Please reproduce each line of the data below as it stands.

[GIVEN INFORMATION — start]

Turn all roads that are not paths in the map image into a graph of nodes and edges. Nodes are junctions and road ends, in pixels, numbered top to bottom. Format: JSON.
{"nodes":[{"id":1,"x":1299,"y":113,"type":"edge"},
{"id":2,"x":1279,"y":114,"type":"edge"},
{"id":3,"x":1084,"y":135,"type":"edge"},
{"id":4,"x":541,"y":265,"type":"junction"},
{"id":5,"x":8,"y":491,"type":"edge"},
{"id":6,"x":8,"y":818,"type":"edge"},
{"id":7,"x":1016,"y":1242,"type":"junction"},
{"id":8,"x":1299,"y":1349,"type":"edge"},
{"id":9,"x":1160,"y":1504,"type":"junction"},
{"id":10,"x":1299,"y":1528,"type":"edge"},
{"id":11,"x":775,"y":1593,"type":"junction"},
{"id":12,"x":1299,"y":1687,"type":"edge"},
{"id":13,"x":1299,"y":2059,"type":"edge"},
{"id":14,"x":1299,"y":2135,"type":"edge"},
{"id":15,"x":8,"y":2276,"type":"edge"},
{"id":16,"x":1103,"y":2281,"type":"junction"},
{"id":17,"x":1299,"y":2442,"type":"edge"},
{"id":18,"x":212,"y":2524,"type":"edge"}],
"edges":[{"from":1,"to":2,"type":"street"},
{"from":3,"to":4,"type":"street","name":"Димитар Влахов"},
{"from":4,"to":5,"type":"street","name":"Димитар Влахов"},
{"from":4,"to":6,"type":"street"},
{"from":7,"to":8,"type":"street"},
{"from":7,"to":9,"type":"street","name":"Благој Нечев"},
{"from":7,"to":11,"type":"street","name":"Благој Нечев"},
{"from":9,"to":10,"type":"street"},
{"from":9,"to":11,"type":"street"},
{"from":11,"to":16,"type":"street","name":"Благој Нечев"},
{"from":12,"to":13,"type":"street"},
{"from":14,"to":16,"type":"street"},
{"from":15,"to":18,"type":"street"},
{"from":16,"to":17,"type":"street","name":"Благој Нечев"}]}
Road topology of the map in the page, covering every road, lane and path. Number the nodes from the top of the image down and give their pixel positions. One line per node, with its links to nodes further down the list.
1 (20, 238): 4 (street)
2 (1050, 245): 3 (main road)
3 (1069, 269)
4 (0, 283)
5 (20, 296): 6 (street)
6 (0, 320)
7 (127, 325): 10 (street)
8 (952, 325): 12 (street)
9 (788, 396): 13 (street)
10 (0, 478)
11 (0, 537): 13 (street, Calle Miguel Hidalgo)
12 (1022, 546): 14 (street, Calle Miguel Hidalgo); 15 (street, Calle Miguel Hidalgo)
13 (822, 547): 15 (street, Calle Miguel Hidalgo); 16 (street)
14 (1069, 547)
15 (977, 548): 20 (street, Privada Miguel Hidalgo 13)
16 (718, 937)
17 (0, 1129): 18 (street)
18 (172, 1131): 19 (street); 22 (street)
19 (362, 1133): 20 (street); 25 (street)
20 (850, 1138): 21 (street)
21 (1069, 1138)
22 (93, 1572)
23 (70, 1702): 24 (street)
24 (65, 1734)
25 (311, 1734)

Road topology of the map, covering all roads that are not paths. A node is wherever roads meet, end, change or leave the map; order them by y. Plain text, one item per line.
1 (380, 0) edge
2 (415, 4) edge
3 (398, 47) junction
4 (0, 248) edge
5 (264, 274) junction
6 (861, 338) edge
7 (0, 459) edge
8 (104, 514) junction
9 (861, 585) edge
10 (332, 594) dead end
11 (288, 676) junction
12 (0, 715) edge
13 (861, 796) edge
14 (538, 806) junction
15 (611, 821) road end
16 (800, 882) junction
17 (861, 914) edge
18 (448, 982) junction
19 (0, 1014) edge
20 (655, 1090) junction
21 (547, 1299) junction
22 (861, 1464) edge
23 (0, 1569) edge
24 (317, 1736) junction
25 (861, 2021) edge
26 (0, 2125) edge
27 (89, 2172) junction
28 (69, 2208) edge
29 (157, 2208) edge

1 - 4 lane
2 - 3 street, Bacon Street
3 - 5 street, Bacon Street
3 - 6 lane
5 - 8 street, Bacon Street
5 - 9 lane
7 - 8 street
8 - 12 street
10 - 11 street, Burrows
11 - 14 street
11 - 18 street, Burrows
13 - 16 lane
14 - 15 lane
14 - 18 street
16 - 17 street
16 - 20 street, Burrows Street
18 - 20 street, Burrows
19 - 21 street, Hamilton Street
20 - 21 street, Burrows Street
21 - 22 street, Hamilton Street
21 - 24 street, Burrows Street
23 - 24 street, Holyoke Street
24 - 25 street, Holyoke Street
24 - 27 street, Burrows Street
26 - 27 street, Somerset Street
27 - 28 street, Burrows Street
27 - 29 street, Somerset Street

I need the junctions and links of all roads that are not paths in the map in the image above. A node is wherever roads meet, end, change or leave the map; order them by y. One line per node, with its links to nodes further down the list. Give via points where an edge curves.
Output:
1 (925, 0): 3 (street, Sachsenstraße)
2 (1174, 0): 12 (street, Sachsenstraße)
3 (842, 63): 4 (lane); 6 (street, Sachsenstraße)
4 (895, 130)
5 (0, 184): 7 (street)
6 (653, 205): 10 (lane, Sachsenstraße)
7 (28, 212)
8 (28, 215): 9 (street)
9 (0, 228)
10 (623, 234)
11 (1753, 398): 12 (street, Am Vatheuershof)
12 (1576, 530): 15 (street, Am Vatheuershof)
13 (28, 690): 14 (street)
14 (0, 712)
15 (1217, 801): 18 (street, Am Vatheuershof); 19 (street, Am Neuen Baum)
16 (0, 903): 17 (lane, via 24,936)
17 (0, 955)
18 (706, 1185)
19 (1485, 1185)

[GIVEN INFORMATION — finish]

• WORKED SOLUTION
Turn all roads that are not paths in the map image into a graph of nodes and edges. Nodes are junctions and road ends, in pixels, numbered top to bottom. Format: JSON.
{"nodes":[{"id":1,"x":1299,"y":113,"type":"edge"},
{"id":2,"x":1279,"y":114,"type":"edge"},
{"id":3,"x":1084,"y":135,"type":"edge"},
{"id":4,"x":541,"y":265,"type":"junction"},
{"id":5,"x":8,"y":491,"type":"edge"},
{"id":6,"x":8,"y":818,"type":"edge"},
{"id":7,"x":1016,"y":1242,"type":"junction"},
{"id":8,"x":1299,"y":1349,"type":"edge"},
{"id":9,"x":1160,"y":1504,"type":"junction"},
{"id":10,"x":1299,"y":1528,"type":"edge"},
{"id":11,"x":775,"y":1593,"type":"junction"},
{"id":12,"x":1299,"y":1687,"type":"edge"},
{"id":13,"x":1299,"y":2059,"type":"edge"},
{"id":14,"x":1299,"y":2135,"type":"edge"},
{"id":15,"x":8,"y":2276,"type":"edge"},
{"id":16,"x":1103,"y":2281,"type":"junction"},
{"id":17,"x":1299,"y":2442,"type":"edge"},
{"id":18,"x":212,"y":2524,"type":"edge"}],
"edges":[{"from":1,"to":2,"type":"street"},
{"from":3,"to":4,"type":"street","name":"Димитар Влахов"},
{"from":4,"to":5,"type":"street","name":"Димитар Влахов"},
{"from":4,"to":6,"type":"street"},
{"from":7,"to":8,"type":"street"},
{"from":7,"to":9,"type":"street","name":"Благој Нечев"},
{"from":7,"to":11,"type":"street","name":"Благој Нечев"},
{"from":9,"to":10,"type":"street"},
{"from":9,"to":11,"type":"street"},
{"from":11,"to":16,"type":"street","name":"Благој Нечев"},
{"from":12,"to":13,"type":"street"},
{"from":14,"to":16,"type":"street"},
{"from":15,"to":18,"type":"street"},
{"from":16,"to":17,"type":"street","name":"Благој Нечев"}]}
Road topology of the map in the page, covering every road, lane and path. Number the nodes from the top of the image down and give their pixel positions. One line per node, with its links to nodes further down the list.
1 (20, 238): 4 (street)
2 (1050, 245): 3 (main road)
3 (1069, 269)
4 (0, 283)
5 (20, 296): 6 (street)
6 (0, 320)
7 (127, 325): 10 (street)
8 (952, 325): 12 (street)
9 (788, 396): 13 (street)
10 (0, 478)
11 (0, 537): 13 (street, Calle Miguel Hidalgo)
12 (1022, 546): 14 (street, Calle Miguel Hidalgo); 15 (street, Calle Miguel Hidalgo)
13 (822, 547): 15 (street, Calle Miguel Hidalgo); 16 (street)
14 (1069, 547)
15 (977, 548): 20 (street, Privada Miguel Hidalgo 13)
16 (718, 937)
17 (0, 1129): 18 (street)
18 (172, 1131): 19 (street); 22 (street)
19 (362, 1133): 20 (street); 25 (street)
20 (850, 1138): 21 (street)
21 (1069, 1138)
22 (93, 1572)
23 (70, 1702): 24 (street)
24 (65, 1734)
25 (311, 1734)

Road topology of the map, covering all roads that are not paths. A node is wherever roads meet, end, change or leave the map; order them by y. Plain text, one item per line.
1 (380, 0) edge
2 (415, 4) edge
3 (398, 47) junction
4 (0, 248) edge
5 (264, 274) junction
6 (861, 338) edge
7 (0, 459) edge
8 (104, 514) junction
9 (861, 585) edge
10 (332, 594) dead end
11 (288, 676) junction
12 (0, 715) edge
13 (861, 796) edge
14 (538, 806) junction
15 (611, 821) road end
16 (800, 882) junction
17 (861, 914) edge
18 (448, 982) junction
19 (0, 1014) edge
20 (655, 1090) junction
21 (547, 1299) junction
22 (861, 1464) edge
23 (0, 1569) edge
24 (317, 1736) junction
25 (861, 2021) edge
26 (0, 2125) edge
27 (89, 2172) junction
28 (69, 2208) edge
29 (157, 2208) edge

1 - 4 lane
2 - 3 street, Bacon Street
3 - 5 street, Bacon Street
3 - 6 lane
5 - 8 street, Bacon Street
5 - 9 lane
7 - 8 street
8 - 12 street
10 - 11 street, Burrows
11 - 14 street
11 - 18 street, Burrows
13 - 16 lane
14 - 15 lane
14 - 18 street
16 - 17 street
16 - 20 street, Burrows Street
18 - 20 street, Burrows
19 - 21 street, Hamilton Street
20 - 21 street, Burrows Street
21 - 22 street, Hamilton Street
21 - 24 street, Burrows Street
23 - 24 street, Holyoke Street
24 - 25 street, Holyoke Street
24 - 27 street, Burrows Street
26 - 27 street, Somerset Street
27 - 28 street, Burrows Street
27 - 29 street, Somerset Street

I need the junctions and links of all roads that are not paths in the map in the image above. A node is wherever roads meet, end, change or leave the map; order them by y. One line per node, with its links to nodes further down the list. Give via points where an edge curves.
Output:
1 (925, 0): 3 (street, Sachsenstraße)
2 (1174, 0): 12 (street, Sachsenstraße)
3 (842, 63): 4 (lane); 6 (street, Sachsenstraße)
4 (895, 130)
5 (0, 184): 7 (street)
6 (653, 205): 10 (lane, Sachsenstraße)
7 (28, 212)
8 (28, 215): 9 (street)
9 (0, 228)
10 (623, 234)
11 (1753, 398): 12 (street, Am Vatheuershof)
12 (1576, 530): 15 (street, Am Vatheuershof)
13 (28, 690): 14 (street)
14 (0, 712)
15 (1217, 801): 18 (street, Am Vatheuershof); 19 (street, Am Neuen Baum)
16 (0, 903): 17 (lane, via 24,936)
17 (0, 955)
18 (706, 1185)
19 (1485, 1185)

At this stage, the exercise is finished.